**WHAT TO WORK ON**
Search the entries below for "above" and copy each matching line.

**PROVIDED RECORDS**

_____

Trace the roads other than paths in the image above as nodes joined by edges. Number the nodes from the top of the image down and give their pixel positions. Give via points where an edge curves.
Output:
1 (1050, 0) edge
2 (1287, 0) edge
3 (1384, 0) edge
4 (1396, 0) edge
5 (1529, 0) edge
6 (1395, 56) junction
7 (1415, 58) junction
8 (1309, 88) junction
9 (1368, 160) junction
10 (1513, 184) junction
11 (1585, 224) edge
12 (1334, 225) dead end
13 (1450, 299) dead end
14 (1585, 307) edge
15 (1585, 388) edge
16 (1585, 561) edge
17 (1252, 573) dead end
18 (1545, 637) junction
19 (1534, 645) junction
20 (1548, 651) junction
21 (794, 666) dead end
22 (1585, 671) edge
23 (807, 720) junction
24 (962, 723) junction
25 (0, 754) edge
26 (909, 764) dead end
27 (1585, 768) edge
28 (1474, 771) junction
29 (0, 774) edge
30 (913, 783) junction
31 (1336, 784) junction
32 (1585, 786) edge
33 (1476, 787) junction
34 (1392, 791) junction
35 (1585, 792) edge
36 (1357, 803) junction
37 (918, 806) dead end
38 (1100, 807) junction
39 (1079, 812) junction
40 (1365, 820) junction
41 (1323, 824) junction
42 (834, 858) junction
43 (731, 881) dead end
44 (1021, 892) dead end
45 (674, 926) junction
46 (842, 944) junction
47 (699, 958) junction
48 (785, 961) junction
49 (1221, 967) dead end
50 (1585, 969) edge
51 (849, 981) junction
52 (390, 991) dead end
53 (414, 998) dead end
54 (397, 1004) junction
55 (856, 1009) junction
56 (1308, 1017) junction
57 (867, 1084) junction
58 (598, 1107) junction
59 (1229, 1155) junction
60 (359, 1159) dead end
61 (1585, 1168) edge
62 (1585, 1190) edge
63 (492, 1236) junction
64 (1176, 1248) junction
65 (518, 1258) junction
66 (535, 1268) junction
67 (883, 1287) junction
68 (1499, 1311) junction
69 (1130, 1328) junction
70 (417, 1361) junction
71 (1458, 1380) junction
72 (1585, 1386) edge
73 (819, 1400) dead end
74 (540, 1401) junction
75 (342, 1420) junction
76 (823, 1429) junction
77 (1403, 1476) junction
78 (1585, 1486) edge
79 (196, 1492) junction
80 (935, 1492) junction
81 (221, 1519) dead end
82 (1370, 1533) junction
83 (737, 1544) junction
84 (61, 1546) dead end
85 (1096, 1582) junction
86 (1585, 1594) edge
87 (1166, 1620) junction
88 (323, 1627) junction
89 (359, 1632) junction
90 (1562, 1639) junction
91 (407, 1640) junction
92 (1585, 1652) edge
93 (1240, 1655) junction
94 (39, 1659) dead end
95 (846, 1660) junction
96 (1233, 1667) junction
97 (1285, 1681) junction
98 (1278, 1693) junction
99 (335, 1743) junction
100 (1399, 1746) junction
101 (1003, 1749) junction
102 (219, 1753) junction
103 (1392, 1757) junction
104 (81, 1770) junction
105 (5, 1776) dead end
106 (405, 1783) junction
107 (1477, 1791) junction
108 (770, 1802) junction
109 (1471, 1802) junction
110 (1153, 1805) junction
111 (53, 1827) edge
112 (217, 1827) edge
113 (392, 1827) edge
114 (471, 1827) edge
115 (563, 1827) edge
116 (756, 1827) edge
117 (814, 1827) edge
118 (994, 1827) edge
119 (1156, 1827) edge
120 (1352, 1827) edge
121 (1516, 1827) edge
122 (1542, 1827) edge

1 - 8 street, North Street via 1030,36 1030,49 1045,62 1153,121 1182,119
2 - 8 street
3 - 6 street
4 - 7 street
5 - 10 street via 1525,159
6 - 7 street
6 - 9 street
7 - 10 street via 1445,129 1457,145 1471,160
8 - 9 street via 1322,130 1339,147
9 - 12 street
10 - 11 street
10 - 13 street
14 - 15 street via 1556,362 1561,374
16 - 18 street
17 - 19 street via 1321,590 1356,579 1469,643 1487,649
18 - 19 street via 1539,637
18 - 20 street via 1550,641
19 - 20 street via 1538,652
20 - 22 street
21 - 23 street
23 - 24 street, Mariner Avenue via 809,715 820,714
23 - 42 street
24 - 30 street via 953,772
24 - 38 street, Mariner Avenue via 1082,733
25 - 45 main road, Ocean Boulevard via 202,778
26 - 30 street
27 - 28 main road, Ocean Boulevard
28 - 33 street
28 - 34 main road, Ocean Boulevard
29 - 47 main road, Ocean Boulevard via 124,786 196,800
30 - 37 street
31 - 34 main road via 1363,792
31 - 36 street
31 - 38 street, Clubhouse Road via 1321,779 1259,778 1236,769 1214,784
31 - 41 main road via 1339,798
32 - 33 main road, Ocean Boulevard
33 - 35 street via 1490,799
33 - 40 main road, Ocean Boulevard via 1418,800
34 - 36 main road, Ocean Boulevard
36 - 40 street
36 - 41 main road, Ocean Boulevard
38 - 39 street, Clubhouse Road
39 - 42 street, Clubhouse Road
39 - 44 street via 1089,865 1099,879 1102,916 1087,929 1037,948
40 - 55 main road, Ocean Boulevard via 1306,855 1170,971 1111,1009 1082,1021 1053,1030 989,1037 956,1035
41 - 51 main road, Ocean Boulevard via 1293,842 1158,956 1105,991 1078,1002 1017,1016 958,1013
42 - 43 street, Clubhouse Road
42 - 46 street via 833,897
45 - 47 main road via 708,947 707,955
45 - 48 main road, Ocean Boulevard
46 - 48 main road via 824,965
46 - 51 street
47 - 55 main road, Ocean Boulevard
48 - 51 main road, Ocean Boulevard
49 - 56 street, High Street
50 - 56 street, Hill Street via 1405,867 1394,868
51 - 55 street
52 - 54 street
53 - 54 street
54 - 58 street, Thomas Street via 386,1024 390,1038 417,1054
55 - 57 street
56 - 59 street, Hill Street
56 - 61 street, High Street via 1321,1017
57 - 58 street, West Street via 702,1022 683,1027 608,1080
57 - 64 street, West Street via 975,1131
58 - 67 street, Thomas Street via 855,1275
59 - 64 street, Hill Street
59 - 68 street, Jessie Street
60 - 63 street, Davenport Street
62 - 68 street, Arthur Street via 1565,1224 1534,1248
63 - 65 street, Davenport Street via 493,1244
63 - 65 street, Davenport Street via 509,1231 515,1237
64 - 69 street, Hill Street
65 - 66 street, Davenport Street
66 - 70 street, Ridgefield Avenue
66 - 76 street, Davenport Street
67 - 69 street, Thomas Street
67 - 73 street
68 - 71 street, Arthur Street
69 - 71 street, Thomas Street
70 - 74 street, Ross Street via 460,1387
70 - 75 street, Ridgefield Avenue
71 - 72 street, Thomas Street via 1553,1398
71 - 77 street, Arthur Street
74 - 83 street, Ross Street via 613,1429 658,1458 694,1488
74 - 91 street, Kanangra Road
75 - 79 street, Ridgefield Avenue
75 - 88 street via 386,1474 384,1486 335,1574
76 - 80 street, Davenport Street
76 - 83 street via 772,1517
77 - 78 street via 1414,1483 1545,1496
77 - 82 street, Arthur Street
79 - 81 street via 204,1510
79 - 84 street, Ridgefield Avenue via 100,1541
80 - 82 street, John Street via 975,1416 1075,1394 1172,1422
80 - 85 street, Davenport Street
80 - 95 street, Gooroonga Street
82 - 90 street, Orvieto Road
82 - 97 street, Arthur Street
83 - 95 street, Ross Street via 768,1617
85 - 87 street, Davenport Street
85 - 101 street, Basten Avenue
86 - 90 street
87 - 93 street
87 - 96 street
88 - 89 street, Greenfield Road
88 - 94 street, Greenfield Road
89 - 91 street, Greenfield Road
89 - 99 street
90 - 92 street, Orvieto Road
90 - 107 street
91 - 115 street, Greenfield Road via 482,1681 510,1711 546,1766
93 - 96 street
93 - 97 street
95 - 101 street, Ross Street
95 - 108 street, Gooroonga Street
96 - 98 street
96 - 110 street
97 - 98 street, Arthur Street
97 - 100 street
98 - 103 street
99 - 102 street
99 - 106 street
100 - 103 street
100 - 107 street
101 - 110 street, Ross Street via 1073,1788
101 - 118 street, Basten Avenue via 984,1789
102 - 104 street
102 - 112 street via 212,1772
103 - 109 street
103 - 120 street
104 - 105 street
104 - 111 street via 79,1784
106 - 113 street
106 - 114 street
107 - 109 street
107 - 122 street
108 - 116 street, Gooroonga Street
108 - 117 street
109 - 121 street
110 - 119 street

_____

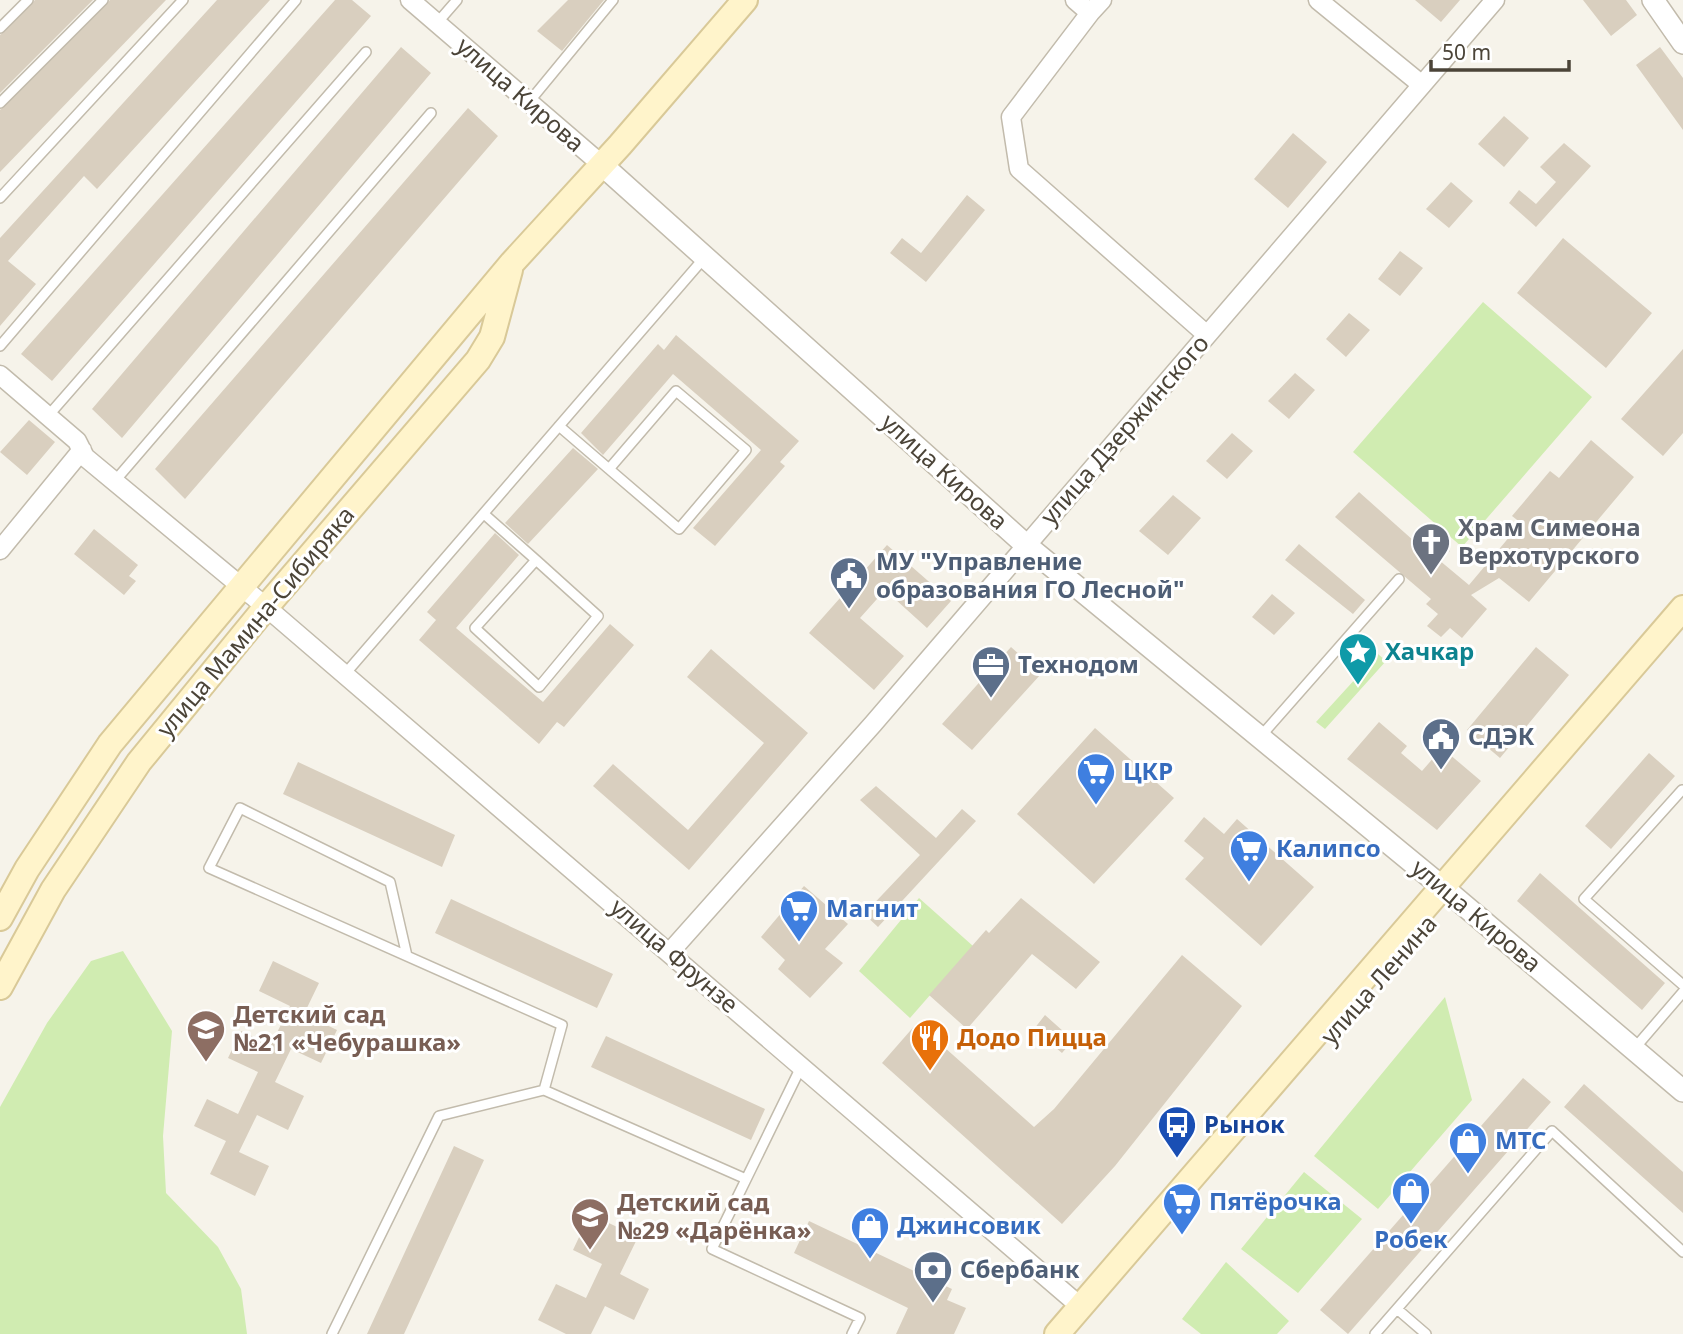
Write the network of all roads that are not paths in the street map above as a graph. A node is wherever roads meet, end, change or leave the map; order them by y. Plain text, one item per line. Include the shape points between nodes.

_____

**WRITTEN RESPONSE**
Trace the roads other than paths in the image above as nodes joined by edges. Number the nodes from the top of the image down and give their pixel positions. Give via points where an edge curves.
Write the network of all roads that are not paths in the street map above as a graph. A node is wherever roads meet, end, change or leave the map; order them by y. Plain text, one item per line. Include the shape points between nodes.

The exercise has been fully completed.